Réfugié depuis mars 2011 à Rochefort-en-Terre, petit village du Morbihan, « Vincent » a été arrêté par la police française le 8 août 2019. Deux mandats d’arrêt européens émis par l’Italie exigeaient l’arrestation de ce quadragénaire, condamné pour des faits commis lors de deux manifestations. Un des mandats s’appuie sur une condamnation à quatre ans de prison pour sa participation à un cortège antifasciste à Milan en 2006. Un autre – plus grave encore – pour le délit de « pillage et dévastation » lors du contre-sommet du G8 à Gênes en 2001. Ce chef d’accusation issu du « code Rocco (1) » permet de condamner une personne pour « concours moral ». Autrement dit, pour sa simple présence sur les lieux de dégradations et de vols massifs et systématiques, Vecchi risque une peine de douze ans et six mois d’emprisonnement.

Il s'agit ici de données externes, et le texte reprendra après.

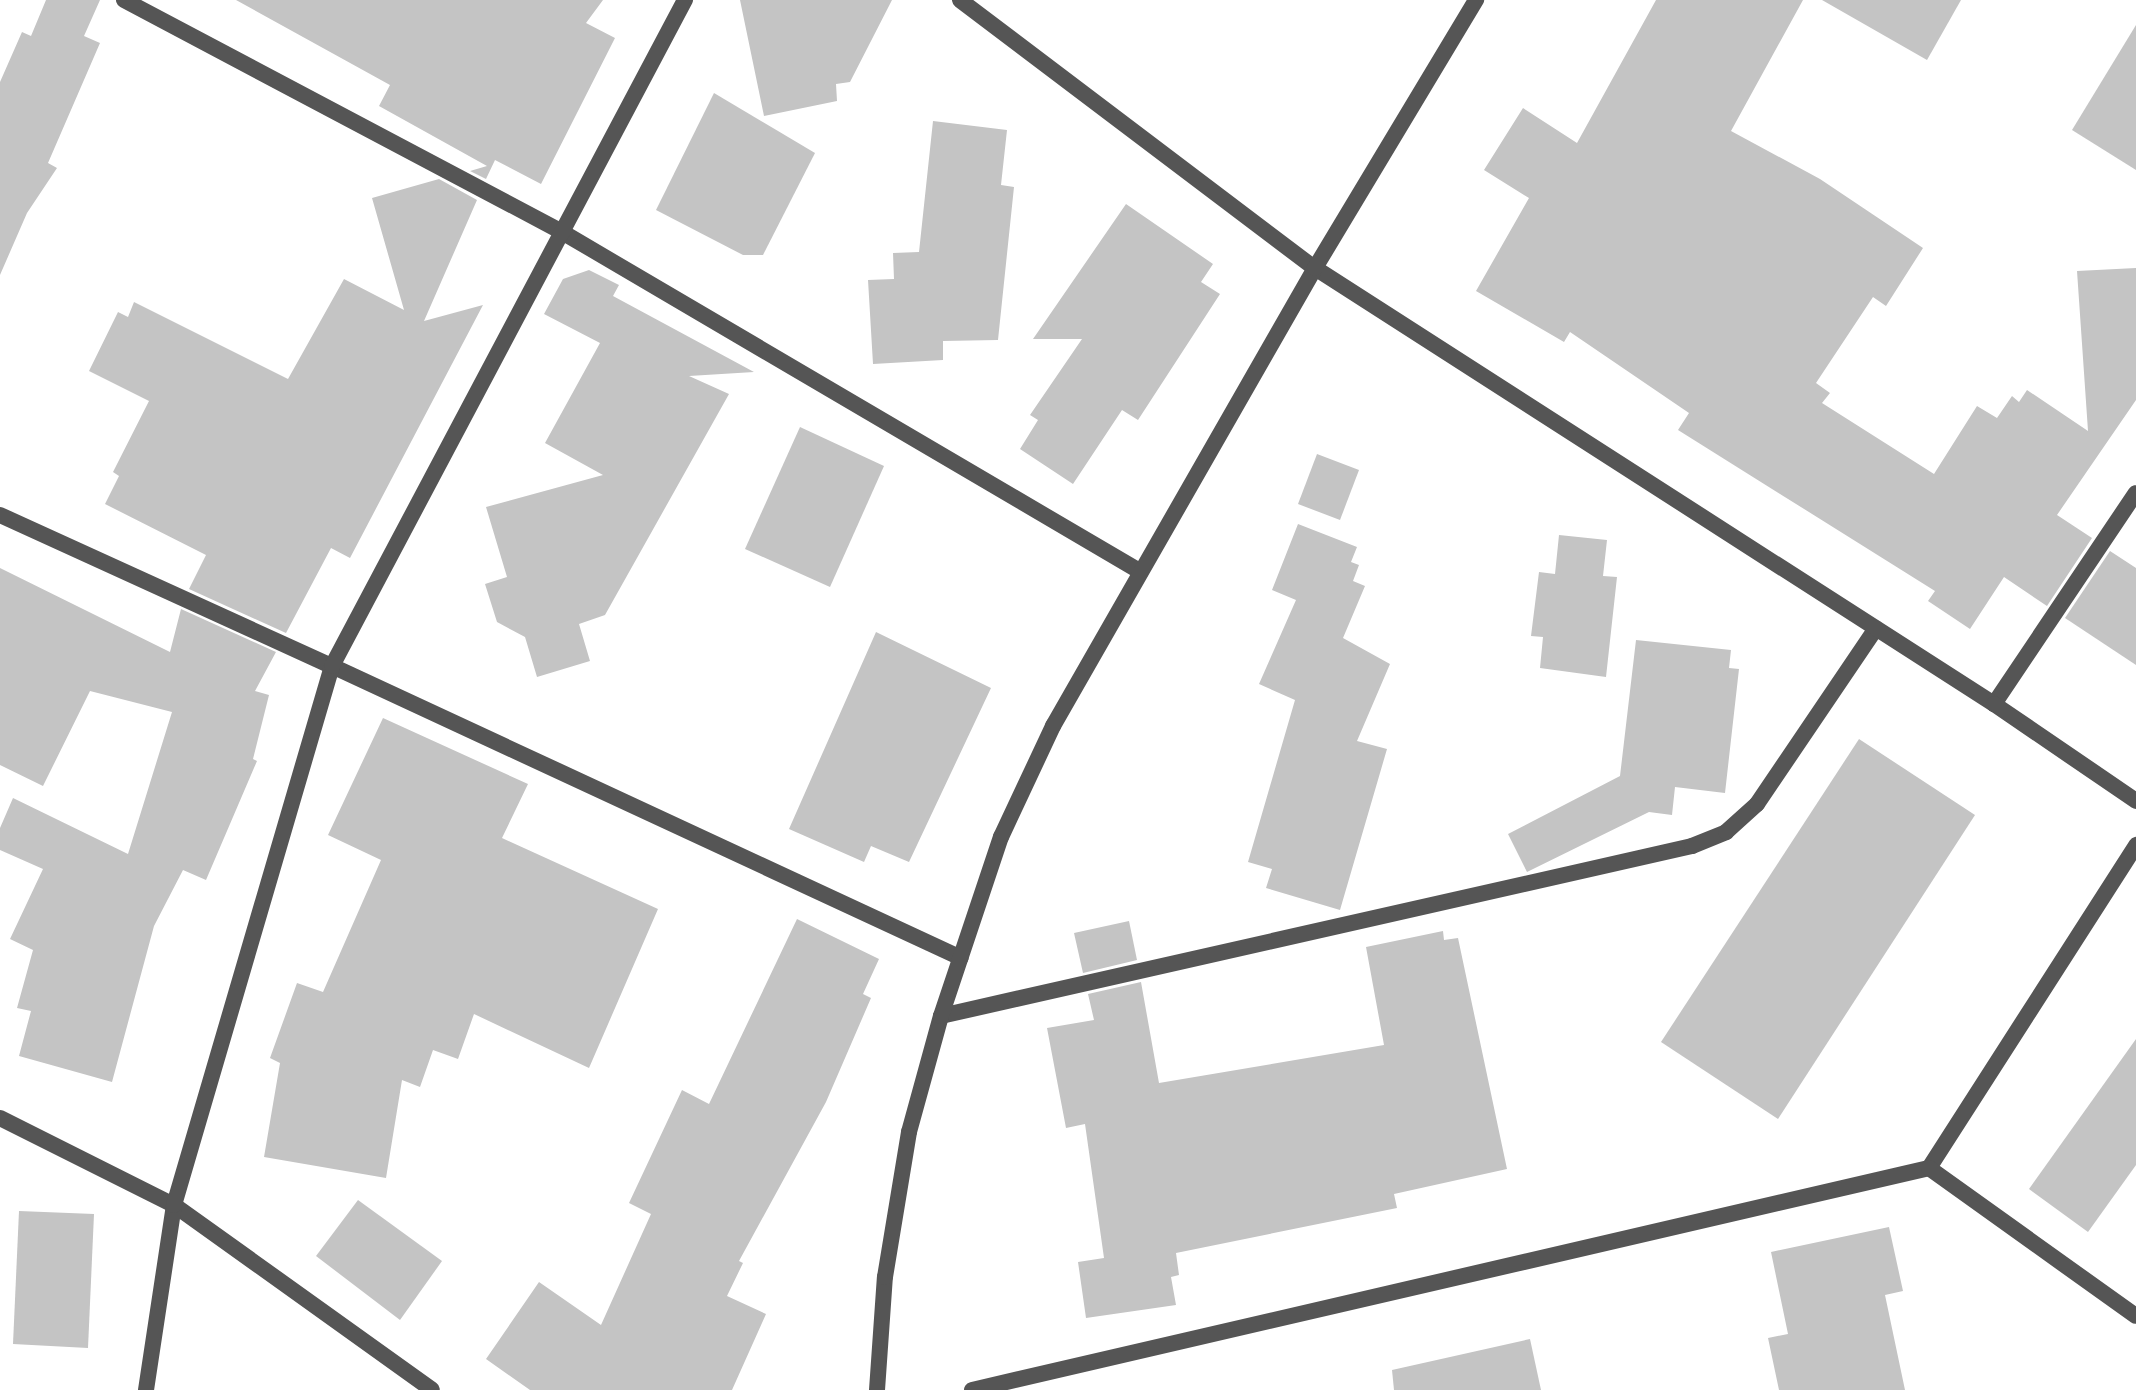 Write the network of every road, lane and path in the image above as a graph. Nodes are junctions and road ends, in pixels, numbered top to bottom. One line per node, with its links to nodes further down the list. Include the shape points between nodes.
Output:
1 (124, 0): 5 (street)
2 (685, 0): 5 (street)
3 (960, 0): 6 (street)
4 (1476, 0): 6 (street)
5 (562, 232): 9 (street); 11 (street)
6 (1315, 268): 9 (street); 10 (street)
7 (2136, 493): 12 (street)
8 (0, 515): 11 (street)
9 (1141, 572): 15 (street, via 1040,754 1001,837)
10 (1876, 628): 12 (street); 16 (street, via 1757,804 1726,832 1692,846)
11 (332, 666): 15 (street); 19 (street)
12 (1994, 704): 13 (street)
13 (2136, 801)
14 (2136, 845): 18 (street)
15 (961, 958): 16 (street)
16 (941, 1016): 23 (street, via 909,1132 885,1277)
17 (0, 1118): 19 (street)
18 (1929, 1168): 20 (street); 24 (street)
19 (174, 1205): 21 (street); 22 (street)
20 (2136, 1316)
21 (146, 1390)
22 (432, 1390)
23 (877, 1390)
24 (972, 1390) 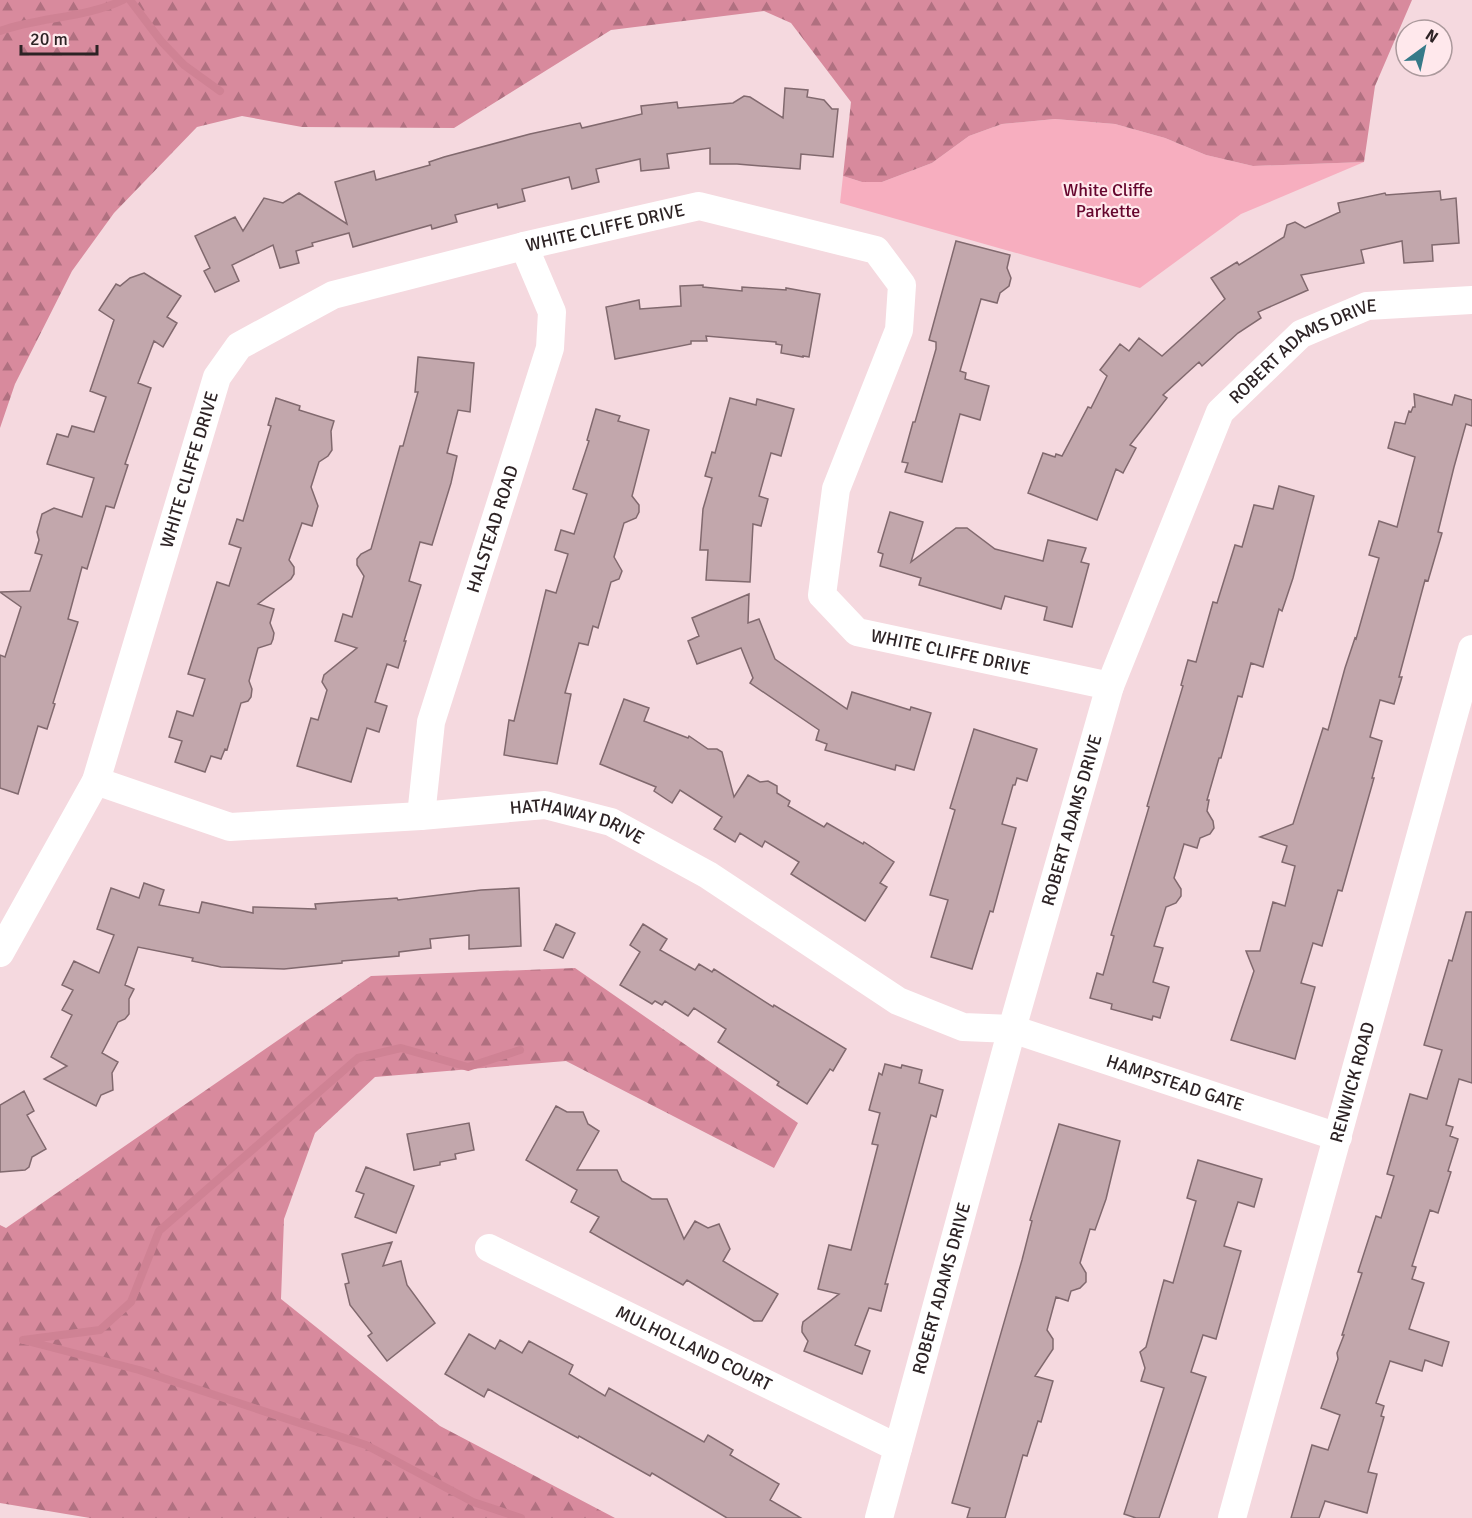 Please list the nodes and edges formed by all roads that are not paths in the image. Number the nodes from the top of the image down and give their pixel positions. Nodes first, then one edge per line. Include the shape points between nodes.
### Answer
1 (524, 246) junction
2 (1472, 300) edge
3 (1472, 649) edge
4 (1110, 686) junction
5 (96, 781) junction
6 (421, 816) junction
7 (0, 953) edge
8 (1012, 1029) junction
9 (1338, 1137) junction
10 (489, 1248) dead end
11 (898, 1448) junction
12 (879, 1518) edge
13 (1232, 1518) edge

1 - 4 street, WHITE CLIFFE DRIVE via 699,206 876,250 902,285 899,330 836,489 822,595 857,632
1 - 5 street, WHITE CLIFFE DRIVE via 333,295 239,346 217,377
1 - 6 street, HALSTEAD ROAD via 552,312 550,348 431,722
2 - 4 street, ROBERT ADAMS DRIVE via 1367,306 1301,334 1220,412
3 - 9 street, RENWICK ROAD
4 - 8 street, ROBERT ADAMS DRIVE
5 - 6 street, HATHAWAY DRIVE via 230,827
5 - 7 street, WHITE CLIFFE DRIVE
6 - 8 street, HATHAWAY DRIVE via 545,805 611,822 708,875 898,1001 963,1027
8 - 9 street, HAMPSTEAD GATE
8 - 11 street, ROBERT ADAMS DRIVE
9 - 13 street, RENWICK ROAD
10 - 11 street, MULHOLLAND COURT
11 - 12 street, ROBERT ADAMS DRIVE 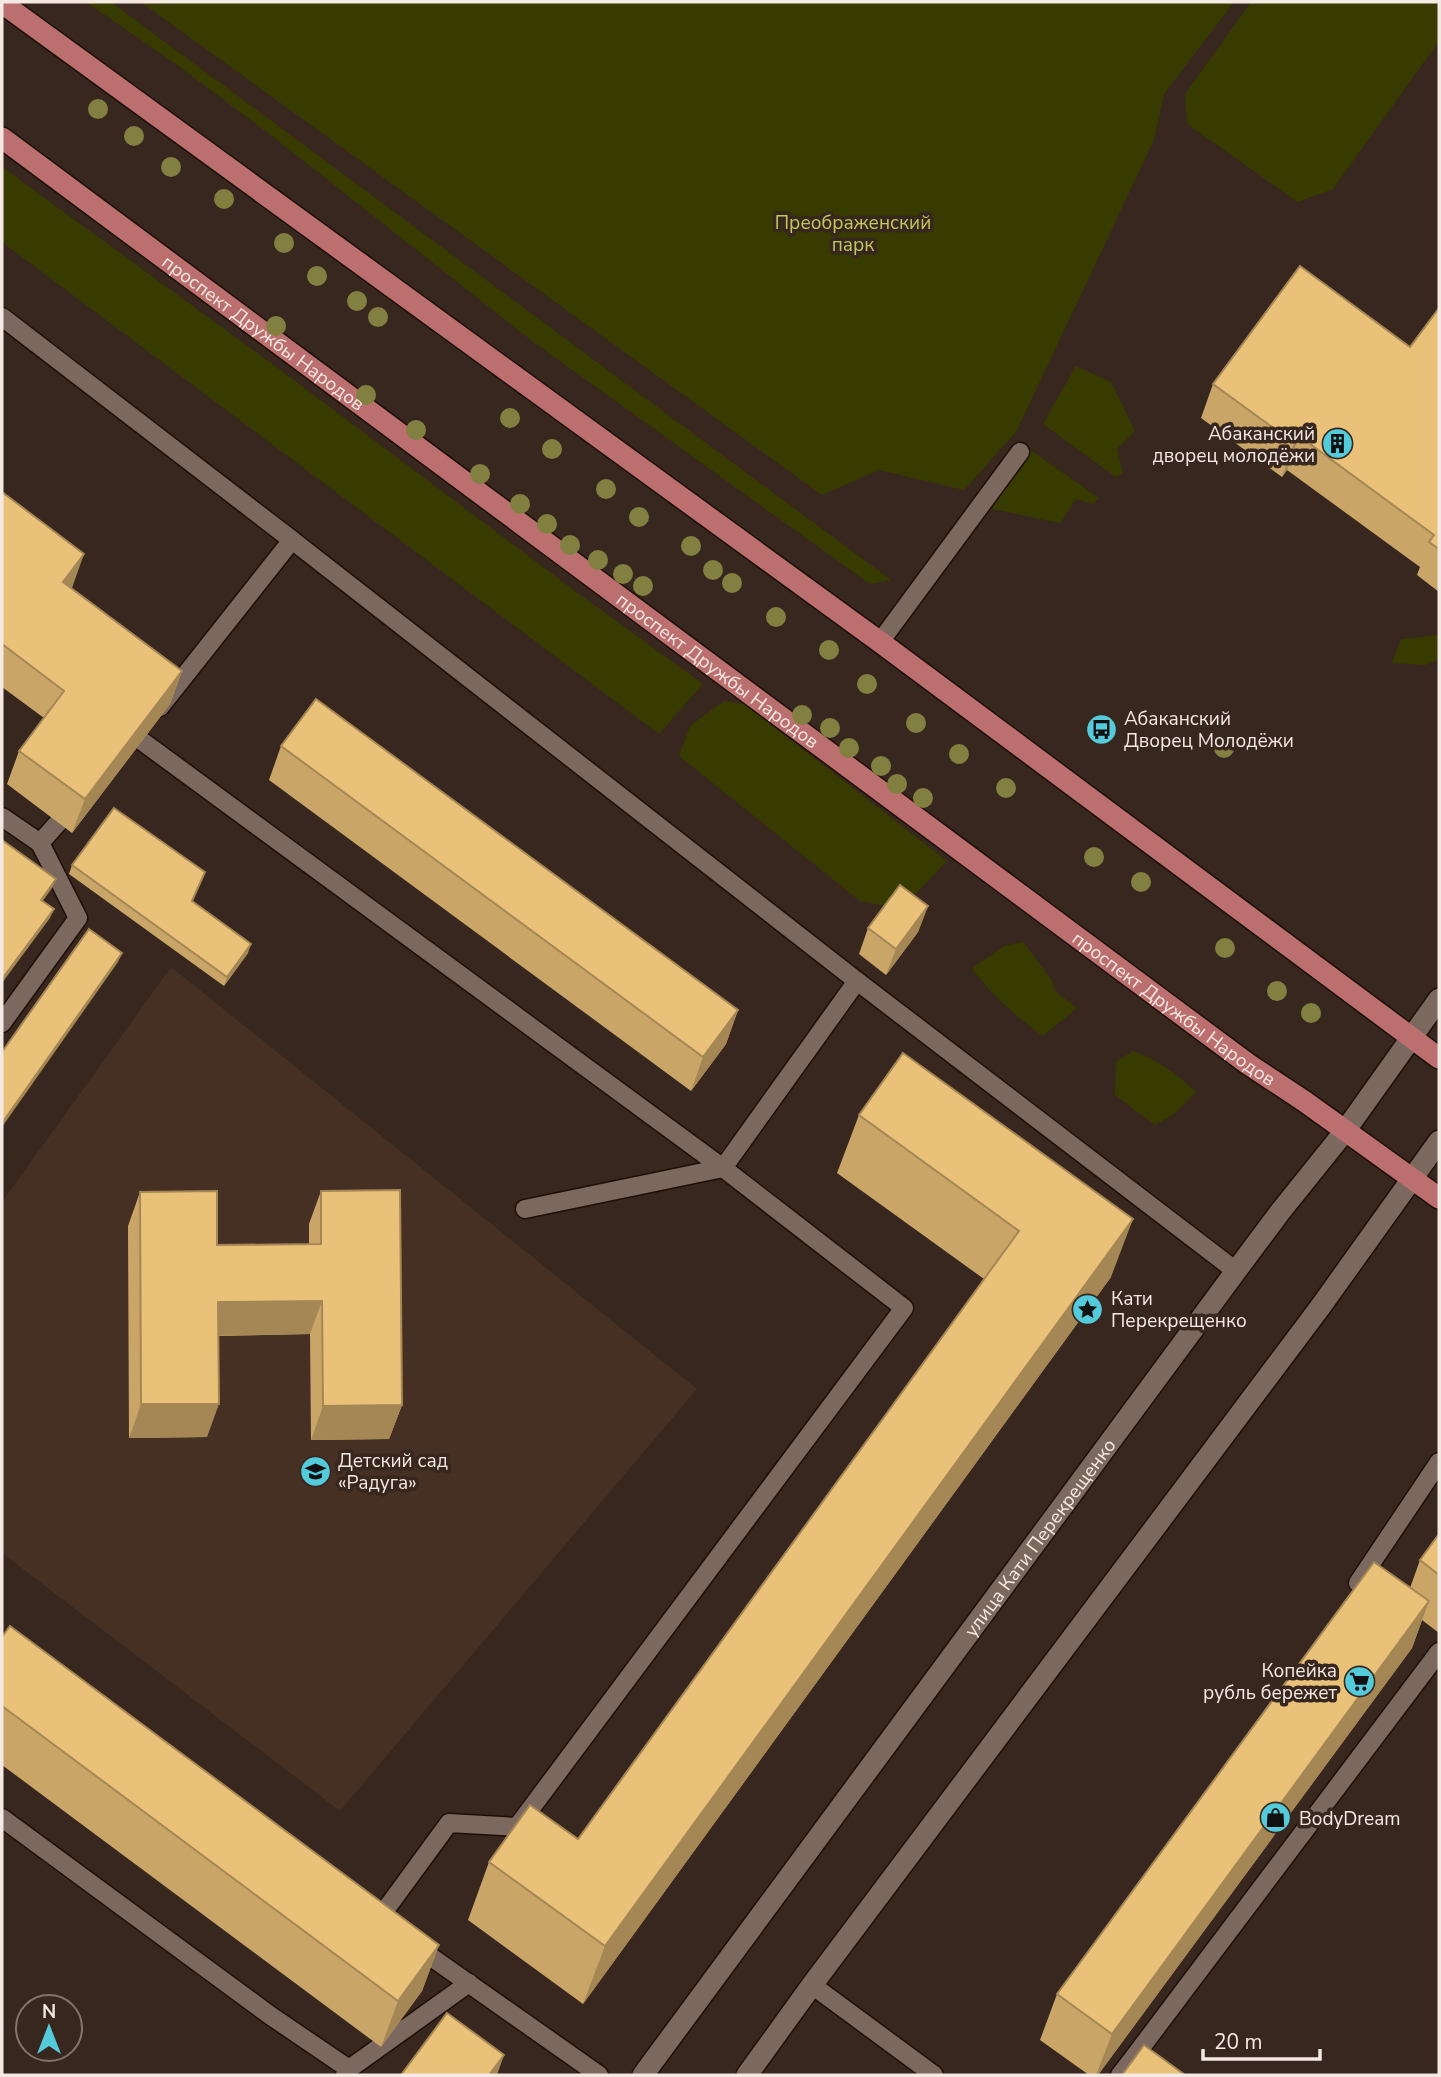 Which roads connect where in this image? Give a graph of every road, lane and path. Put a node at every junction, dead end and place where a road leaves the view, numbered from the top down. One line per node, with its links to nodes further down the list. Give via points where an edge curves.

Après un jugement de première instance défavorable, sa défense avait obtenu gain de cause en appel à Rennes le 15 novembre 2019. Une demande d’information complémentaire à la justice italienne avait permis de se rendre compte de la caducité du mandat d’arrêt de Milan. Et pour cause : les autorités italiennes n’avaient pas jugé utile d’indiquer que Vincenzo Vecchi avait déjà effectué sa peine. Las, ce jugement en appel a été cassé par la Cour de cassation un mois plus tard, le 18 décembre 2019.
L’incurie de la justice transalpine était en réalité une manœuvre déloyale. « Ils ne s’en sont pas cachés, pointe Laurence Petit, du comité de soutien à Vincenzo. L’Italie a émis ce mandat d’arrêt caduc pour que la justice française “se fasse une idée de qui est Vincenzo Vecchi”. » Sous-entendu un « individu dangereux ». Tout repose désormais sur le mandat de Gênes et sur la construction de ce « personnage », associé à un délit aussi flou que fourre-tout.
Laurence Petit commente les pièces du dossier, déjà vues et revues. Elle s’attarde sur une photo d’une voiture en feu à Gênes, où Vincenzo apparaît. Elle lit le commentaire d’un juge italien : « La présence en premier plan au spectacle de l’incendie d’une voiture est un comportement décidément incompatible avec quelqu’un qui ne serait là que par simple curiosité, et désigne quelqu’un qui est là pour concourir au délit. » Une autre photo le montre avec une bière. Les magistrats italiens concluent : cette canette provient forcément d’un pillage auquel Vincenzo aurait participé. Mais aucune preuve ne vient étayer ce postulat. « D’abord ils dépeignent la violence des événements de Gênes, ils construisent la supposée dangerosité d’un individu, pour ensuite s’autoriser à faire des connexions entre ces deux constats », accuse Laurence Petit.
La peine de Vincenzo Vecchi paraît encore plus injuste au regard de l’évolution de la jurisprudence. En 2014 – deux ans après la condamnation définitive du manifestant –, la Cour de cassation italienne a considérablement raboté le champ du délit de pillage et de dévastation. En plus d’un contexte de destruction et de vols de grande ampleur, il faut désormais prouver un concours aux exactions. Cet arrêt concernait la participation d’un manifestant au « cortège des indignés » à Rome, le 15 octobre 2011. Sur des photos, le jeune homme se trouvait près d’un fourgon de carabiniers en feu. Les magistrats ont jugé insuffisant l’acte de jeter des projectiles sur le véhicule déjà en proie aux flammes.
Refuser d’appliquer un mandat d’arrêt européen à propos de ce délit ne serait pas une première non plus. En 2016, la cour d’appel d’Athènes a refusé de livrer un Grec à la justice italienne. Le militant avait participé aux manifestations contre la tenue de l’Exposition universelle à Milan en 2015. Les juges avaient fondé leur refus sur l’absence de délit équivalent dans la loi grecque et l’absence de responsabilité collective dans leur système pénal. Un raisonnement applicable au droit français. Face à un dossier dépourvu de faits matériels imputables à Vincenzo Vecchi, la réponse des juges français devrait être nette, précise et sans ambiguïté.
(1) Code pénal adopté sous le fascisme en 1930 et toujours en vigueur.